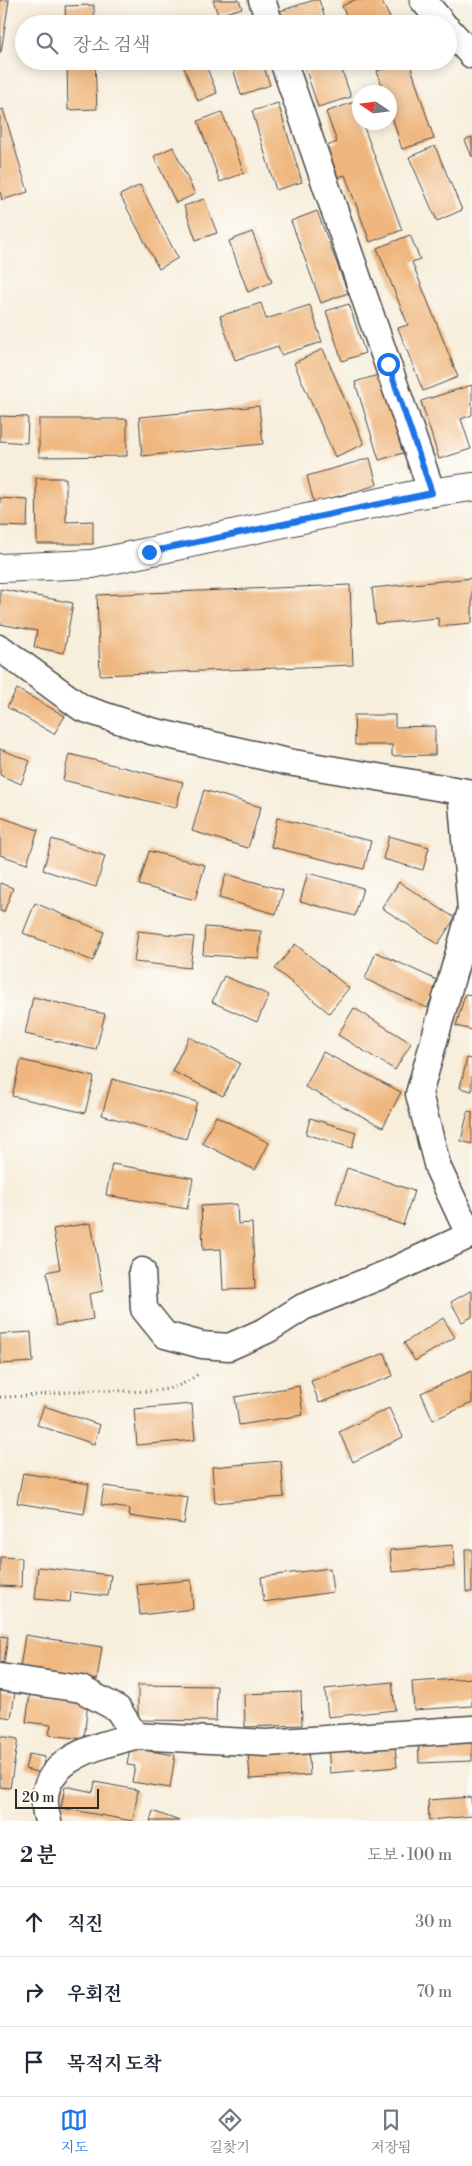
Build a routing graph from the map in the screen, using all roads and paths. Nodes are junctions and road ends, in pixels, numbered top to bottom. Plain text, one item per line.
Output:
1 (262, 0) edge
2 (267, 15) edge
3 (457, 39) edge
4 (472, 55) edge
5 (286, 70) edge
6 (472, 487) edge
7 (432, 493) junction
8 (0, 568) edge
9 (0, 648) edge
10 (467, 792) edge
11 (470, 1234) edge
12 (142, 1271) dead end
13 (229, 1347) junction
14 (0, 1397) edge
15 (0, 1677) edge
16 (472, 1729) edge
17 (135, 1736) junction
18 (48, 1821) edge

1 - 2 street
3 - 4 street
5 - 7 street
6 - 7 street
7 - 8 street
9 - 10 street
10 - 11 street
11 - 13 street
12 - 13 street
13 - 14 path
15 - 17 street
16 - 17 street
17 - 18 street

-----

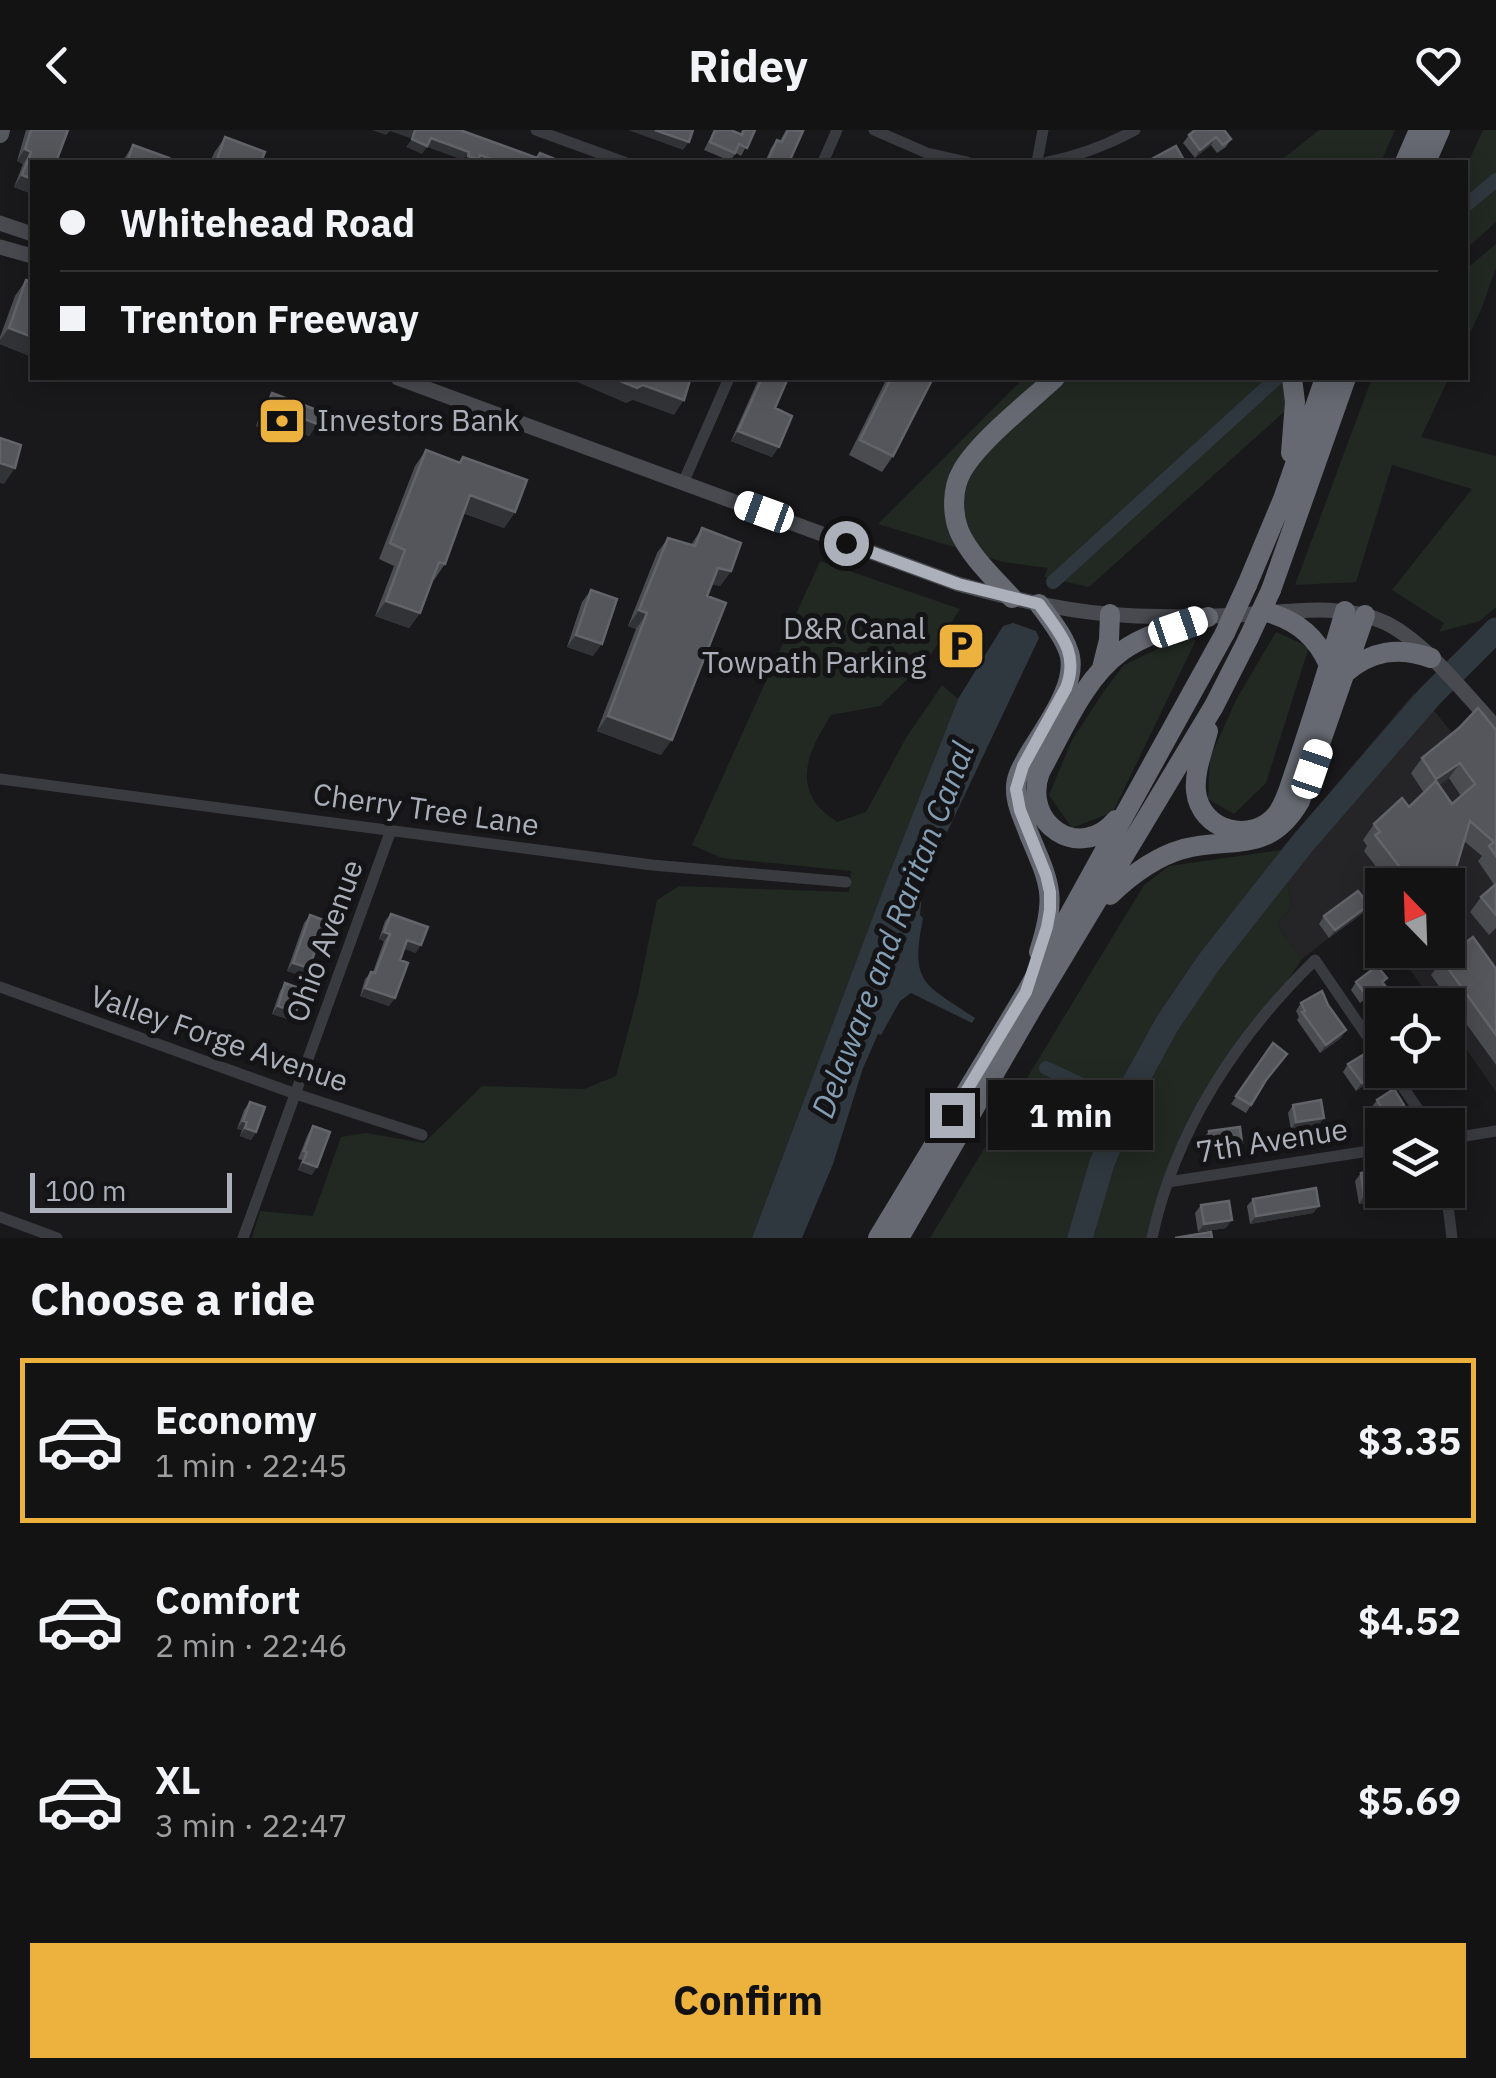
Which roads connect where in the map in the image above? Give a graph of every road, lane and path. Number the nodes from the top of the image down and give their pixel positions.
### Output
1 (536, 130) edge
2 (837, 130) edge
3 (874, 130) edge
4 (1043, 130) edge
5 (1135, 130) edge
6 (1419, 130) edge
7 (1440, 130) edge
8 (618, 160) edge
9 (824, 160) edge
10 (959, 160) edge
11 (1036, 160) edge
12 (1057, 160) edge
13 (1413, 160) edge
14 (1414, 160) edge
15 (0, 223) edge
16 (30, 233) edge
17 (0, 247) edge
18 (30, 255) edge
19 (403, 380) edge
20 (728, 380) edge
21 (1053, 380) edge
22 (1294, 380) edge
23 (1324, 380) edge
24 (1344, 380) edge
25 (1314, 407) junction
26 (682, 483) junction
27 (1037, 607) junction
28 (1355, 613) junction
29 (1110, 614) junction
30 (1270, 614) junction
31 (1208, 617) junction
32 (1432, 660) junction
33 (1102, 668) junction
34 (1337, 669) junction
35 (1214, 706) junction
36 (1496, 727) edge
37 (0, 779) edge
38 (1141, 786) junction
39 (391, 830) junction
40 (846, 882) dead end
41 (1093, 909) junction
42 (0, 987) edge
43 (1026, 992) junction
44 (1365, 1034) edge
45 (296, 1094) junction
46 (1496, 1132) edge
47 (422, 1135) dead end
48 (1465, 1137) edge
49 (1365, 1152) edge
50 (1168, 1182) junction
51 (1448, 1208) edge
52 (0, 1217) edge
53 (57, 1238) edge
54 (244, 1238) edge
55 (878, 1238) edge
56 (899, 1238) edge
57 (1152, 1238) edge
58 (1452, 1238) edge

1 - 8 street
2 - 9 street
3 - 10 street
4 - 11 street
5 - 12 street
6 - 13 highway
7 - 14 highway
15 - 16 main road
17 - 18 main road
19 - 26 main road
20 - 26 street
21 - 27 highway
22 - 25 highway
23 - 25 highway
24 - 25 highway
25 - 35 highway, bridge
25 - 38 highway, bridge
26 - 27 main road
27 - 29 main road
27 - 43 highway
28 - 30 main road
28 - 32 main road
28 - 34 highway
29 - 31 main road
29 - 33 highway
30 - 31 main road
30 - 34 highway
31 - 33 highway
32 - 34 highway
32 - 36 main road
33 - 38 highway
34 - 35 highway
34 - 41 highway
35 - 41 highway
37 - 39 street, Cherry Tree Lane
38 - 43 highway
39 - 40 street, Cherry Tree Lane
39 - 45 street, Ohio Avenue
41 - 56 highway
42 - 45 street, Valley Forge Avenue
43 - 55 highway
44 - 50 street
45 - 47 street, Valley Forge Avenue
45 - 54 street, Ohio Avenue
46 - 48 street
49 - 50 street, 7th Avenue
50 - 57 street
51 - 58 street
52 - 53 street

-----

Of the lines above, show those in which "graph" appears.

Build a routing graph from the map in the screen, using all roads and paths. Nodes are junctions and road ends, in pixels, numbered top to bottom. Plain text, one item per line.
Which roads connect where in the map in the image above? Give a graph of every road, lane and path. Number the nodes from the top of the image down and give their pixel positions.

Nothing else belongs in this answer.